Imaginávamos que em duas ou três semanas terminaríamos a empreitada, mas o solo era muito duro, cheio de entulhos e caliça da época da construção do hospital, de forma que o trabalho se estendeu por mais de dois meses, indo até o início de outubro. Face à má qualidade do solo, a direção do HCPA nos disponibilizou duas caçambas de húmus para colocação nas covas. Aliás, faço a observação de que ainda estávamos na fase final dos anos de chumbo, e o hospital era dirigido por um coronel (infelizmente não recordo o nome) mas este pelo menos teve a sensibilidade de não dificultar nossa ação, em algumas ocasiões liberando o refeitório para os participantes do mutirão e atendendo o que solicitávamos (como por exemplo, o humus e as estacas para fixar as mudas

Terminamos não utilizando todas as mudas no entorno do HCPA, onde foram plantadas cerca de 1200 O restante - cerca de 500 - foi plantado em torno dos prédios dos Cursos de História e Sociologia, já funcionando no novo (e então odiado) Campus do Valle, atividade concluída no final de outubro.

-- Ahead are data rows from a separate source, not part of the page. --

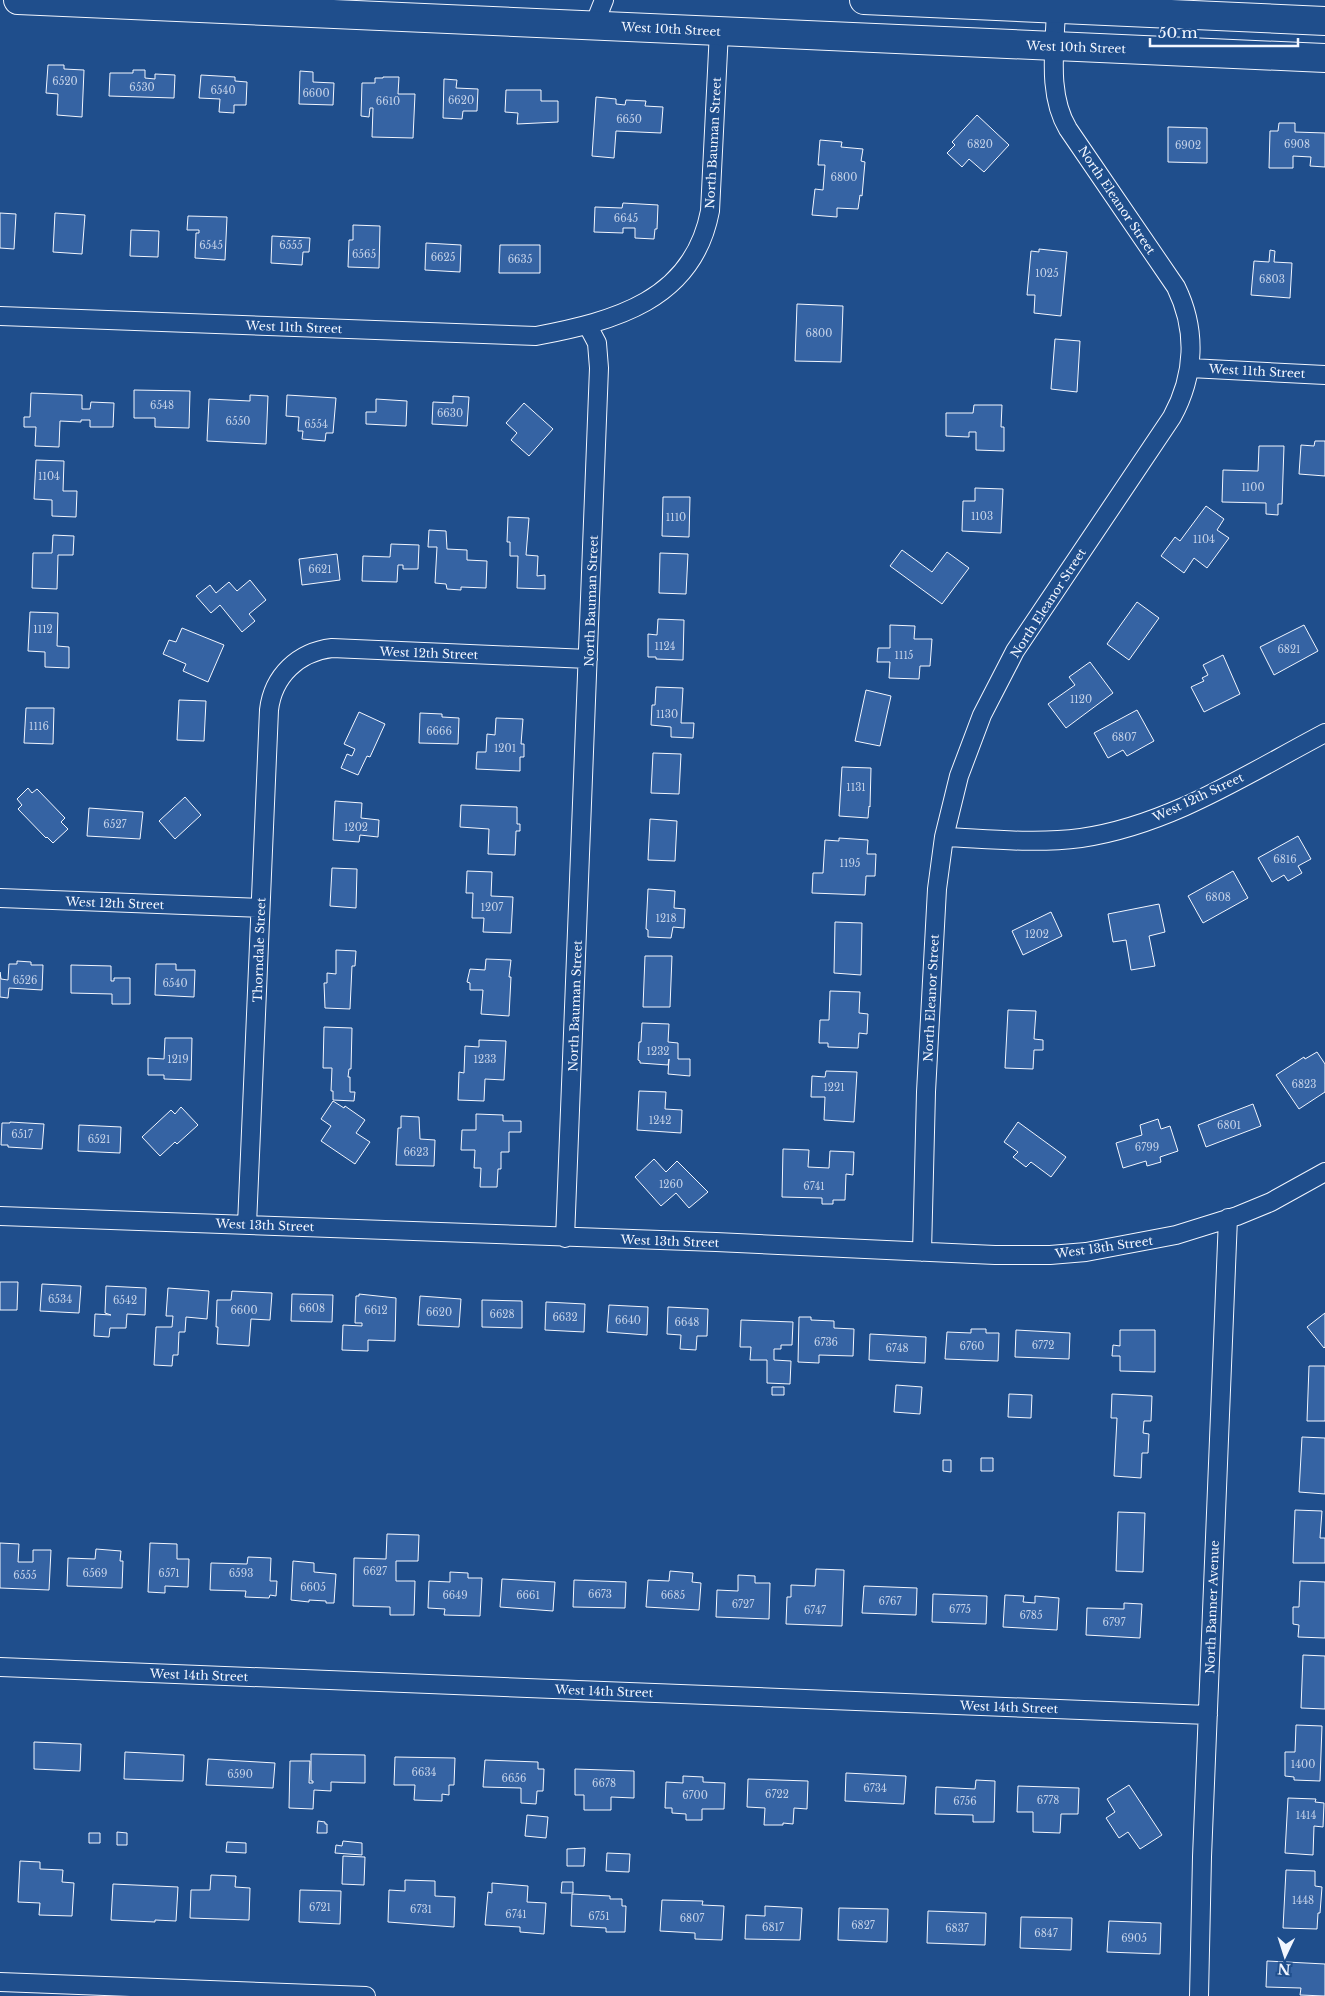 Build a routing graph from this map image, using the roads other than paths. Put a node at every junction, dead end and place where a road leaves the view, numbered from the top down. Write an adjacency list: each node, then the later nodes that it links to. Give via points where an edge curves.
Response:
1 (18, 0): 6 (main road, West 10th Street)
2 (604, 0): 6 (street)
3 (864, 0): 4 (main road)
4 (1056, 9): 5 (main road); 8 (street, North Eleanor Street)
5 (1325, 21)
6 (594, 26): 7 (main road, West 10th Street)
7 (719, 31): 8 (main road, West 10th Street); 11 (street, North Bauman Street, via 710,211 706,230 679,276 667,288 620,315)
8 (1055, 46): 9 (main road, West 10th Street); 12 (street, North Eleanor Street, via 1058,109 1068,129 1176,287 1190,327)
9 (1325, 58)
10 (0, 316): 11 (street, West 11th Street, via 536,336)
11 (588, 326): 14 (street, North Bauman Street, via 597,343 599,359)
12 (1190, 368): 13 (street, West 11th Street); 17 (street, North Eleanor Street, via 1172,417 1006,667 971,741)
13 (1325, 375)
14 (588, 660): 15 (street, West 12th Street, via 332,648 318,650 299,659); 24 (street, North Bauman Street)
15 (279, 678): 19 (street, Thorndale Street, via 268,710)
16 (1325, 733): 17 (street, West 12th Street, via 1198,800 1137,826 1082,838)
17 (944, 837): 25 (street, North Eleanor Street, via 926,1092)
18 (0, 898): 19 (street, West 12th Street)
19 (260, 908): 23 (street, Thorndale Street)
20 (1325, 1172): 22 (street, West 13th Street, via 1271,1202)
21 (0, 1216): 23 (street, West 13th Street)
22 (1228, 1218): 25 (street, West 13th Street, via 1158,1239 1086,1252 1023,1255); 27 (street, North Banner Avenue)
23 (247, 1225): 24 (street, West 13th Street)
24 (565, 1238): 25 (street, West 13th Street)
25 (922, 1252)
26 (0, 1667): 27 (street, West 14th Street)
27 (1208, 1715): 30 (street, North Banner Avenue)
28 (0, 1982): 29 (street)
29 (366, 1996)
30 (1199, 1996)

Os documentos que restam da atividade são uma planta do hospital com a localização das mudas e e um comprovante de entrega das mesmas pela Secretaria da Agricultura, que mantive comigo. Os demais documentos - cópias dos ofícios ao HCPA, à Reitoria, à Secretaria de Agricultura, etc - foram jogados fora por alguma gestão posterior do DAIB. Há 5 anos, estive na sede desse diretório e não se encontrou o menor vestígio de nada.